После всемирной выставки (1862) - [11]

Шрифт
Интервал

По-видимому, художественные и эстетические соображения не играли тут никакой роли; иначе как объяснить, что в ту минуту, когда мы в первый раз показывались в Европу и должны были собраться со всеми силами, со всем, что за собой знали лучшего и характернейшего, мы второпях сгребли только почти одно то, что вышло из-под кисти нынешних модников и любимцев, да по дороге прихватили кое-что из прежнего, и, разумеется, при таких сборах, без плана, без мысли, без соображения, одно забыли, другое оттолкнули, третье невпопад схватили. Вспомним все и всех, чем мы до сих пор чванились, за что посылали от нас на долгие годы за границу, за что делали профессорами, за что платили дорогие деньги, — где все это? Куда девалось? Ничего на выставку не попало.

Не большая ли, однако же, это странность?

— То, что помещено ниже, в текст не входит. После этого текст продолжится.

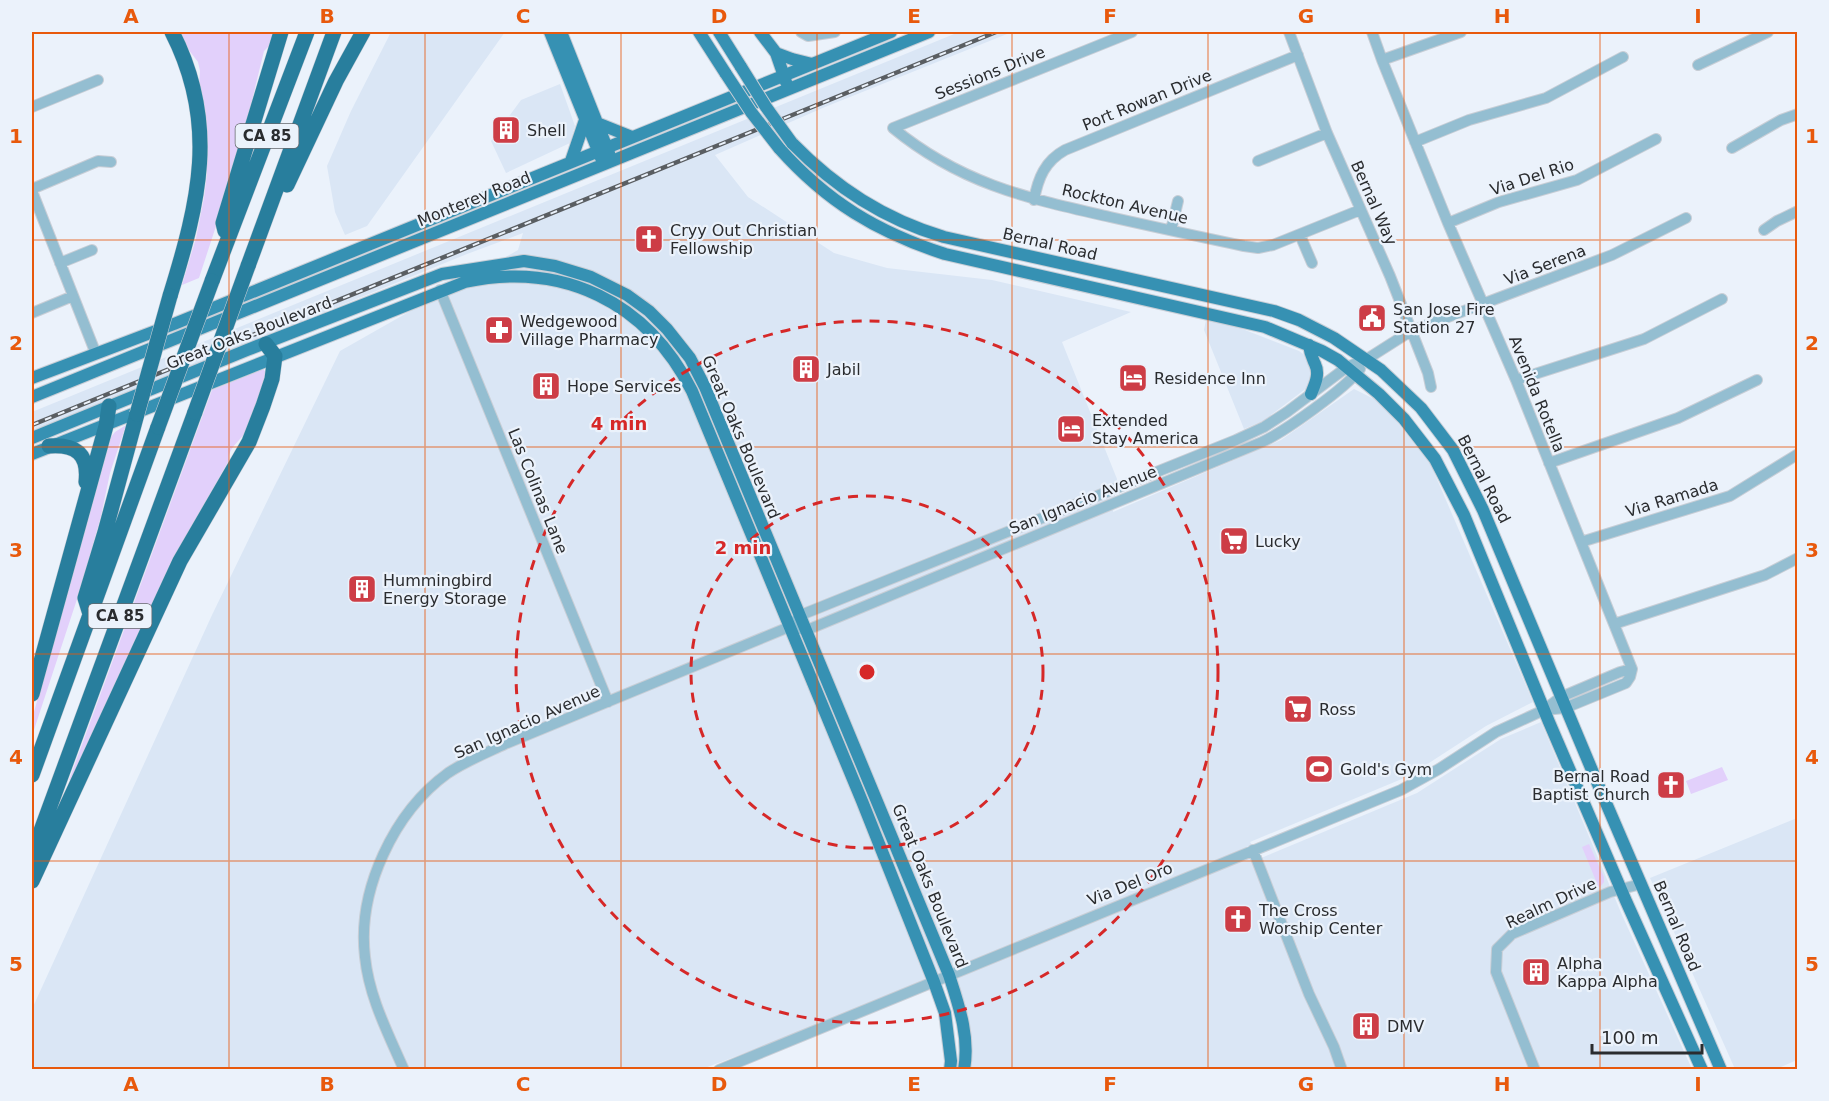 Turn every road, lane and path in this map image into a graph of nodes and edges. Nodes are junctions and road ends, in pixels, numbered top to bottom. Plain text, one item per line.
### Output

Гордимся теми или другими вещами, а как только надо другим показать, что умеем делать и что до сих пор сделали, вдруг совершается превращение, и то, что прежде считали не только превосходным, но и необыкновенным, сами же мы отодвигаем прочь, беремся за совсем иное, за что не давали ни профессорства, ни денег, ни орденов. Каждый у нас мог бы протестовать, не найдя на лондонской выставке ничего из того, что всегда на его веку превозносилось как великое и гениальное или хоть значительное и прекрасное.

Но возьмем нашу выставку как она есть, она все-таки представляет довольно значительное целое, осязательно доказывающее, что у нас есть живопись и живописцы и что последние не только учились в школе, но работали и после нее.

Какой же характер имело это целое?

Иностранцам оно внушало мало симпатии и уважения, потому что представлялось им не больше как странной мозаикой напрокат, случайным каким-то маскарадом. «Русское искусство, — говорит Пальгрев, — по-видимому, находится до сих пор в таком первоначальном и шатком состоянии, что выставка его произведений не заключает высокого национального интереса. Без каталога трудно было бы догадаться, что эти; столько различные одна от другой картины, на которых отразились всевозможные влияния, кроме русского, произведены одним и тем же великим государством; а при отсутствии определенного национального стиля мы ничего не можем ожидать, кроме рассеянных, по частям, достоинств». — «Любопытно, — говорит Тэйлор, — увидеть на русской выставке сшибку всех особенных влияний, под гнетом которых русское искусство доросло до своего нынешнего, очень несовершенного развития» (далее он исчисляет эти влияния: итальянские, голландские, французские). — Что же теперь мы сами? Неужели мы больше иностранцев имеем права быть довольны нашим искусством и, несмотря на сравнения, к которым приводили чужие коллекции на всемирной выставке, все-таки будем уверять себя, что нас не понимают и не ценят? Неужели мы вечно будем убаюкивать себя ложными утешениями самодовольства?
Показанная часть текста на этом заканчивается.